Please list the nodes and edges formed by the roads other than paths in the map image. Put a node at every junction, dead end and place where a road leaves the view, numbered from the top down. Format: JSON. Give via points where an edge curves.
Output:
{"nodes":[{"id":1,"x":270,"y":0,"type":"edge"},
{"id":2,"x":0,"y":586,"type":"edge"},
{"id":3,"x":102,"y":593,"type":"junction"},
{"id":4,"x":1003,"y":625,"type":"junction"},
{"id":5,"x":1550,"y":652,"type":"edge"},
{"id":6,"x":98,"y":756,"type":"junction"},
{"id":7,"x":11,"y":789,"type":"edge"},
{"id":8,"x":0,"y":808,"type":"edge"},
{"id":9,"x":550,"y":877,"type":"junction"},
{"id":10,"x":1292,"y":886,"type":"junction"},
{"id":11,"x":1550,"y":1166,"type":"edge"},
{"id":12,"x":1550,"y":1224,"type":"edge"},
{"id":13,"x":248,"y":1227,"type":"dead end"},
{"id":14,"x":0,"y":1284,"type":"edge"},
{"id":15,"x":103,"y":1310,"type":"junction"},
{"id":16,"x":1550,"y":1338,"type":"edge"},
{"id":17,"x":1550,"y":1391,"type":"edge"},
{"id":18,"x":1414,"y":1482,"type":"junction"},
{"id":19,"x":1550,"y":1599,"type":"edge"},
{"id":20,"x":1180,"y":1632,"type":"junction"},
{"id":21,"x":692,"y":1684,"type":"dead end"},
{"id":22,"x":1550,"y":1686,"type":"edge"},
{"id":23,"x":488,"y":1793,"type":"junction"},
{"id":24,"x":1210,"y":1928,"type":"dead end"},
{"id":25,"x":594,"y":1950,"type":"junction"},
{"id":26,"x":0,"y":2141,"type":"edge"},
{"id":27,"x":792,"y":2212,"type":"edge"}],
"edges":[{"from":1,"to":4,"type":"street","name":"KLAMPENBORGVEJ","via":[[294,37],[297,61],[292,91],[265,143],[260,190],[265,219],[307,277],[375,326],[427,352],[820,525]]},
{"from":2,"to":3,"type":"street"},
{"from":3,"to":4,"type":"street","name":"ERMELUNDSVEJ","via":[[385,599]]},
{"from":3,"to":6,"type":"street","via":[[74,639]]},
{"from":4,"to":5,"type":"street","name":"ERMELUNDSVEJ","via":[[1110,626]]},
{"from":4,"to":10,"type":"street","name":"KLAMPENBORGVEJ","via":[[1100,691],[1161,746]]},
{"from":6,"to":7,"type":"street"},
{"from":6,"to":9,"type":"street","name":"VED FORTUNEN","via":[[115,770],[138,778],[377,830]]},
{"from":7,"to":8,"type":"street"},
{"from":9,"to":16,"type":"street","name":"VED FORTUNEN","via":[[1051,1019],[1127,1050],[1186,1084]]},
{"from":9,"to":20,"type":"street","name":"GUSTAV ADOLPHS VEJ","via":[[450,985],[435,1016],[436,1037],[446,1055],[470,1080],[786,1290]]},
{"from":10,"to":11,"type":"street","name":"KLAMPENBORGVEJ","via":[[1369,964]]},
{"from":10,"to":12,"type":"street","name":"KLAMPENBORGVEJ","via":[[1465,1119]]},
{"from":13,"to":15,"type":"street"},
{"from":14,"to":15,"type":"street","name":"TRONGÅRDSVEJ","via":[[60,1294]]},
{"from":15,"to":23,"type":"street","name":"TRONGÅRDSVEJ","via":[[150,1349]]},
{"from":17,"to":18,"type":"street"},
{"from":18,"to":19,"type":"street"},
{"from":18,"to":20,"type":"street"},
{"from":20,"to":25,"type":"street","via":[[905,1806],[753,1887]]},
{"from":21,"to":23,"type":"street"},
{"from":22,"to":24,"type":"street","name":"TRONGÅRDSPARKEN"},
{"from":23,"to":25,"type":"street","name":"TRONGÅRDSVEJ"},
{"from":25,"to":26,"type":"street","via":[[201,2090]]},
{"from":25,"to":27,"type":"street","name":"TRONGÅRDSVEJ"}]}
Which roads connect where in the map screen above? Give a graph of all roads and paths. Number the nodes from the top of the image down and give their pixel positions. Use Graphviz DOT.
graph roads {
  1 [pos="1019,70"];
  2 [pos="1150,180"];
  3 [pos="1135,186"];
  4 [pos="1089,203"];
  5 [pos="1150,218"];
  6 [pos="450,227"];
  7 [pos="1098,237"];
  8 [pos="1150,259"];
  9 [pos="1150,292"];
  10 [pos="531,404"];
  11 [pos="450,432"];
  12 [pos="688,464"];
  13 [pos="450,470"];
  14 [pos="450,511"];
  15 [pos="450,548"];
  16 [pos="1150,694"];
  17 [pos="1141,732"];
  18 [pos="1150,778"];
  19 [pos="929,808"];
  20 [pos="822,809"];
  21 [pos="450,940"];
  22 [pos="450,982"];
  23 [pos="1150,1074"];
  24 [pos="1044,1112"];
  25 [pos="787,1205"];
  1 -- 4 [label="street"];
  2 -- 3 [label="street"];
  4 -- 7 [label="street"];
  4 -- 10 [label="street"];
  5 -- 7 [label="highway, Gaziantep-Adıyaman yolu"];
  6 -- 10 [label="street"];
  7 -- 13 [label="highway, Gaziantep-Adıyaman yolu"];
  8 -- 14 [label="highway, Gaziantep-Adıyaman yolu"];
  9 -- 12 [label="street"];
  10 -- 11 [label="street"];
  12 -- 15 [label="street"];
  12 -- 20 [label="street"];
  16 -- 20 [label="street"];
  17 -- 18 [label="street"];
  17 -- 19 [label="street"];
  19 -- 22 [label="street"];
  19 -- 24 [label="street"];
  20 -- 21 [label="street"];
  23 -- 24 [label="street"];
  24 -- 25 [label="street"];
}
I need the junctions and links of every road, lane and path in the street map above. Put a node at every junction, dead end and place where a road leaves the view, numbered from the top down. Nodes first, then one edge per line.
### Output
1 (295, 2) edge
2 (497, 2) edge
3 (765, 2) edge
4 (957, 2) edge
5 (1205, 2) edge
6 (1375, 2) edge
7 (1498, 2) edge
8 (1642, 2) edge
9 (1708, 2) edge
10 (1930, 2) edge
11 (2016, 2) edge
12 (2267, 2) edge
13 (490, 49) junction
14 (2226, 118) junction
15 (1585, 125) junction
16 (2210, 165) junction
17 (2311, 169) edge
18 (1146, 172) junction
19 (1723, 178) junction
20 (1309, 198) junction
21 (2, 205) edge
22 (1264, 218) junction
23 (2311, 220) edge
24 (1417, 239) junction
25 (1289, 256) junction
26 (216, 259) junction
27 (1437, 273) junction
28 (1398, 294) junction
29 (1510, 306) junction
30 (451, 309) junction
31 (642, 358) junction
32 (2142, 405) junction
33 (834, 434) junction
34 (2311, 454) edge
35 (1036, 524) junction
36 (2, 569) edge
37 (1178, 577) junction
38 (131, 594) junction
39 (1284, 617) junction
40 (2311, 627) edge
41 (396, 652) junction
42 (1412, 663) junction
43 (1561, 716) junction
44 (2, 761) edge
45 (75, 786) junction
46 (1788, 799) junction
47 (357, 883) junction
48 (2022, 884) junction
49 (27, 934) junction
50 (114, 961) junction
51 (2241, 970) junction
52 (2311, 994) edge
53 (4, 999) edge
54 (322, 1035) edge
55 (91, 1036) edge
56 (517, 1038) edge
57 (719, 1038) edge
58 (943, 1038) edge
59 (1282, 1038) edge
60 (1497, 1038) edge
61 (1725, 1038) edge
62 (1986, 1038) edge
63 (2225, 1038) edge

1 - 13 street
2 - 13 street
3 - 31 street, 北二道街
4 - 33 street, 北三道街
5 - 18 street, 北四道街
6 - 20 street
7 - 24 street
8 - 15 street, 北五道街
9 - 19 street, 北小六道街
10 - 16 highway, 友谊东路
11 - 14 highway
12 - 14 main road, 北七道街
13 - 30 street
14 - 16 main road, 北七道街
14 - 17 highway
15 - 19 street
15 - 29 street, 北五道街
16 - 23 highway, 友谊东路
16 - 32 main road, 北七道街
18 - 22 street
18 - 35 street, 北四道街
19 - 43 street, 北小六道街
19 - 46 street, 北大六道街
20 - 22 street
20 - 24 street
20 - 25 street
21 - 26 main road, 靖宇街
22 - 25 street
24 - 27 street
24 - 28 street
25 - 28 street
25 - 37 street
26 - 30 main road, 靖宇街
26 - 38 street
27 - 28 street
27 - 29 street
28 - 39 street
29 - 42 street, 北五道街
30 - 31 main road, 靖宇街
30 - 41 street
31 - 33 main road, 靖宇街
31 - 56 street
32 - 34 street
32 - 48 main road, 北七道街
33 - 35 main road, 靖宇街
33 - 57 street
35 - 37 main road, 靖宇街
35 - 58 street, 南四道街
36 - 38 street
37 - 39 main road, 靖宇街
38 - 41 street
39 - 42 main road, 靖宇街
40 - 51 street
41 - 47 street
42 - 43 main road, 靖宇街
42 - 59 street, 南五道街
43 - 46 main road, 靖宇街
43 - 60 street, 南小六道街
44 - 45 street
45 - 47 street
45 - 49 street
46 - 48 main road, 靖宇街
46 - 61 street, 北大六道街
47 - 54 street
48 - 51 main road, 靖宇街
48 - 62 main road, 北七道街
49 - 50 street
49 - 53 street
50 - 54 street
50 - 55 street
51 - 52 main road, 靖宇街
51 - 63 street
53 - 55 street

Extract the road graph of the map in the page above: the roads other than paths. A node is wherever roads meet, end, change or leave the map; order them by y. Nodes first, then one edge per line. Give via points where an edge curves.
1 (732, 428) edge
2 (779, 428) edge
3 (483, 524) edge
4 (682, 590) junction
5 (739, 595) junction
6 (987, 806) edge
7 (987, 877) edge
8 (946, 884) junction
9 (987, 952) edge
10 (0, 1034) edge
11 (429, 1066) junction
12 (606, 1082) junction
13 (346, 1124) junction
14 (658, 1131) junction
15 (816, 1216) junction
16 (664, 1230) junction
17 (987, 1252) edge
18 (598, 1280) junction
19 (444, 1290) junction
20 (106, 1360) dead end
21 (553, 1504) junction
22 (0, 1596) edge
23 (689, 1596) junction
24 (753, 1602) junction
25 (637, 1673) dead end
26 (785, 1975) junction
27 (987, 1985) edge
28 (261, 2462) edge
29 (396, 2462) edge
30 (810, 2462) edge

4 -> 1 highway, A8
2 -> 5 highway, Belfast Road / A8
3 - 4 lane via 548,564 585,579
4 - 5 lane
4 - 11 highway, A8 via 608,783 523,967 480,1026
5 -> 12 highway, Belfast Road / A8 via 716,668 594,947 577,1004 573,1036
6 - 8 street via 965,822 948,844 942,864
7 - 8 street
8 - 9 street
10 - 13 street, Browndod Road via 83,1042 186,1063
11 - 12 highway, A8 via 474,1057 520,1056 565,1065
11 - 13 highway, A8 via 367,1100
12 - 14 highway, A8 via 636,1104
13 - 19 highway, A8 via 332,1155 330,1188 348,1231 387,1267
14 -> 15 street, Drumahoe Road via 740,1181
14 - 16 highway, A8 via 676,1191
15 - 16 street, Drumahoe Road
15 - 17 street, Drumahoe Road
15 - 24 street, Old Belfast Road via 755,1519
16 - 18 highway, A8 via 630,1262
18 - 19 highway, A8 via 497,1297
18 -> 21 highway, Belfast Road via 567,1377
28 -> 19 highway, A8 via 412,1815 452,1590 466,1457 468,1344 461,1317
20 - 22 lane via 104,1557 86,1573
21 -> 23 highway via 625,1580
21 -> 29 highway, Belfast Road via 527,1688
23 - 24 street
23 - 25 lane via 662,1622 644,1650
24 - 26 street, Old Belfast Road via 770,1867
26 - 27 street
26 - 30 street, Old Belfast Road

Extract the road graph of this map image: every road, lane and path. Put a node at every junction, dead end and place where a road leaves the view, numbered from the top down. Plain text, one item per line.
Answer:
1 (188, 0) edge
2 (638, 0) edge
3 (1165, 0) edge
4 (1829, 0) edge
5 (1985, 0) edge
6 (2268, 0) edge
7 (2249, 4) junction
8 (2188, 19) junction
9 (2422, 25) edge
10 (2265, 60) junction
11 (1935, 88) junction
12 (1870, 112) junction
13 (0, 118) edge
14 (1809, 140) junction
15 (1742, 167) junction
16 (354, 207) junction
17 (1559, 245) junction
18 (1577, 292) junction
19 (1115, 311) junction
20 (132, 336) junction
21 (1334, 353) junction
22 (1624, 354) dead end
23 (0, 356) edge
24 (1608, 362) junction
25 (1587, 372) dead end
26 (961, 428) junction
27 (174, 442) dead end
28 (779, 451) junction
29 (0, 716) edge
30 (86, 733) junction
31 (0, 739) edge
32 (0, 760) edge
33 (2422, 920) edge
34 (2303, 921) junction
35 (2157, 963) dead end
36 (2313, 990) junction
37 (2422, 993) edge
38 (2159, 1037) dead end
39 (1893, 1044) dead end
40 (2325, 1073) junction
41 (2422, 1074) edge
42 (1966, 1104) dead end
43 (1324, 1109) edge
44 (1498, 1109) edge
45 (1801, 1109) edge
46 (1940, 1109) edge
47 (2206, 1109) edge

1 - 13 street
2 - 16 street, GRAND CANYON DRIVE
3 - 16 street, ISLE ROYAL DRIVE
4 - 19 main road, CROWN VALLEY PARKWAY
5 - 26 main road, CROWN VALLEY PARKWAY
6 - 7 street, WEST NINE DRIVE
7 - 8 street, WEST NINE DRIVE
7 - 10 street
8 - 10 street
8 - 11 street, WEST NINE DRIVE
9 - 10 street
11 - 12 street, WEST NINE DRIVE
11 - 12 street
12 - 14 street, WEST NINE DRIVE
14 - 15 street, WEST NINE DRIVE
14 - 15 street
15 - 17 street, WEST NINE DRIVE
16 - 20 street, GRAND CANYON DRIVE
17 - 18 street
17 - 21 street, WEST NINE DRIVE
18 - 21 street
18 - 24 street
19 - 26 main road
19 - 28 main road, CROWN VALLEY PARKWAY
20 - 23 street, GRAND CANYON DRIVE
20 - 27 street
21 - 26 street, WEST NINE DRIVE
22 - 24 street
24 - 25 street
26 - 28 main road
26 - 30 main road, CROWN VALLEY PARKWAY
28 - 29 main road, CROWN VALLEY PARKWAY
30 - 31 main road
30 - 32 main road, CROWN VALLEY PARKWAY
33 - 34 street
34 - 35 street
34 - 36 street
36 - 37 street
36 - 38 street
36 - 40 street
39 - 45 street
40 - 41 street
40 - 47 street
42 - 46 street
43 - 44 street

-.-.-

■ **YOUR INSTRUCTIONS**:
Across all of the records above, how many lines include the string "where"? Answer with one number only.

■ **EXERCISE RESPONSE**:
5